[Pixel coordinate listings]
[Start of section]

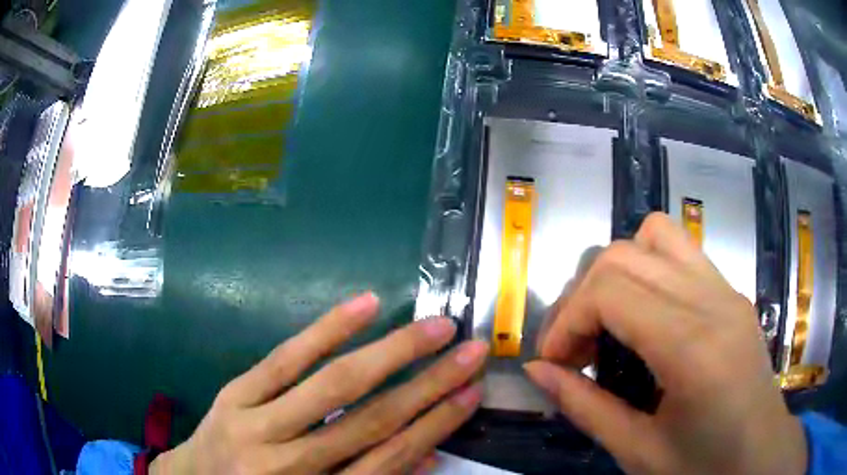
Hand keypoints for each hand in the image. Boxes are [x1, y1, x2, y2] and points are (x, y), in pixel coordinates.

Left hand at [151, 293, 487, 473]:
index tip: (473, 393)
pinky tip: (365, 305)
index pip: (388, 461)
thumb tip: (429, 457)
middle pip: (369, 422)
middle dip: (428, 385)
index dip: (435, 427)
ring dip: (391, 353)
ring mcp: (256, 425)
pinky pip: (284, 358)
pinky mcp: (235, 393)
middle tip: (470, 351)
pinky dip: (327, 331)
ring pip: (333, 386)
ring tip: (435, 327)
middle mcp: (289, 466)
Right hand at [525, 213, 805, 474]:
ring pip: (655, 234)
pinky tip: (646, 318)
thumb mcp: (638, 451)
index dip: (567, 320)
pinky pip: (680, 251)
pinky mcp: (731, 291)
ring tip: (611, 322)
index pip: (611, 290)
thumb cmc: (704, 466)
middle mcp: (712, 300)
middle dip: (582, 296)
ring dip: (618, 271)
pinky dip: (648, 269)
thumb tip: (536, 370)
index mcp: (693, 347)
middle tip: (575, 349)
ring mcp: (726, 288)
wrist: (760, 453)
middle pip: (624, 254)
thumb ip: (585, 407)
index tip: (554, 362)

[End of section]
[Start of section]

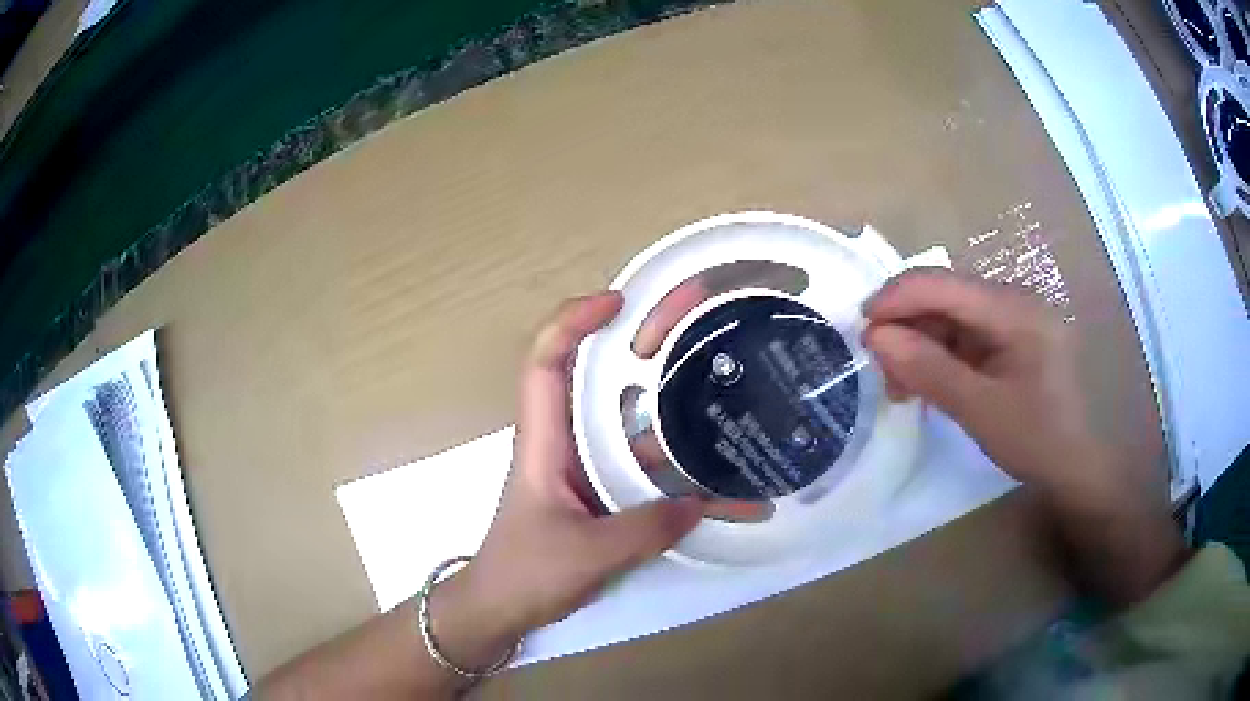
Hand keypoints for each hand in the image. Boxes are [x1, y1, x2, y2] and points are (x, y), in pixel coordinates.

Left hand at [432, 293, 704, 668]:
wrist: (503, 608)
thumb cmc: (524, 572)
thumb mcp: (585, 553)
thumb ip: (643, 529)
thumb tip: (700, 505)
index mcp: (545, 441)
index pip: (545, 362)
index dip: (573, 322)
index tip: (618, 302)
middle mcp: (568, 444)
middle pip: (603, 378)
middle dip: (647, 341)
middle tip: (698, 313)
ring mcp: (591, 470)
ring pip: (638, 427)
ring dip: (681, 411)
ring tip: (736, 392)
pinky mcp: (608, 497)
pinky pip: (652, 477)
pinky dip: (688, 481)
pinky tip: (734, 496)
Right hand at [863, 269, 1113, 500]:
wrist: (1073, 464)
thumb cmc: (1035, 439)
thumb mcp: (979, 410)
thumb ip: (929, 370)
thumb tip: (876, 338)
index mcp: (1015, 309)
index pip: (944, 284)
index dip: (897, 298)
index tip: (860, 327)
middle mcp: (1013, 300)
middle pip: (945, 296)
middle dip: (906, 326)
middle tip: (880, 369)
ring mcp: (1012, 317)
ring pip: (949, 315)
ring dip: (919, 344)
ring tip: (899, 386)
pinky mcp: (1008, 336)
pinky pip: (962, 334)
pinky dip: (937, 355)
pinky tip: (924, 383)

[End of section]

TO DO: Filter the records above down to the lines that hold the string "hand".

EXERCISE SOLUTION:
Hand keypoints for each hand in the image. Boxes are [x1, y1, x2, y2] and points are (x, y), in pixel coordinates.
Left hand at [151, 293, 487, 473]:
Right hand at [525, 213, 805, 474]:
Hand keypoints for each hand in the image. Boxes are [x1, y1, x2, y2] and points are (x, y), in pixel coordinates.
Left hand at [432, 293, 704, 668]:
Right hand at [863, 269, 1113, 500]:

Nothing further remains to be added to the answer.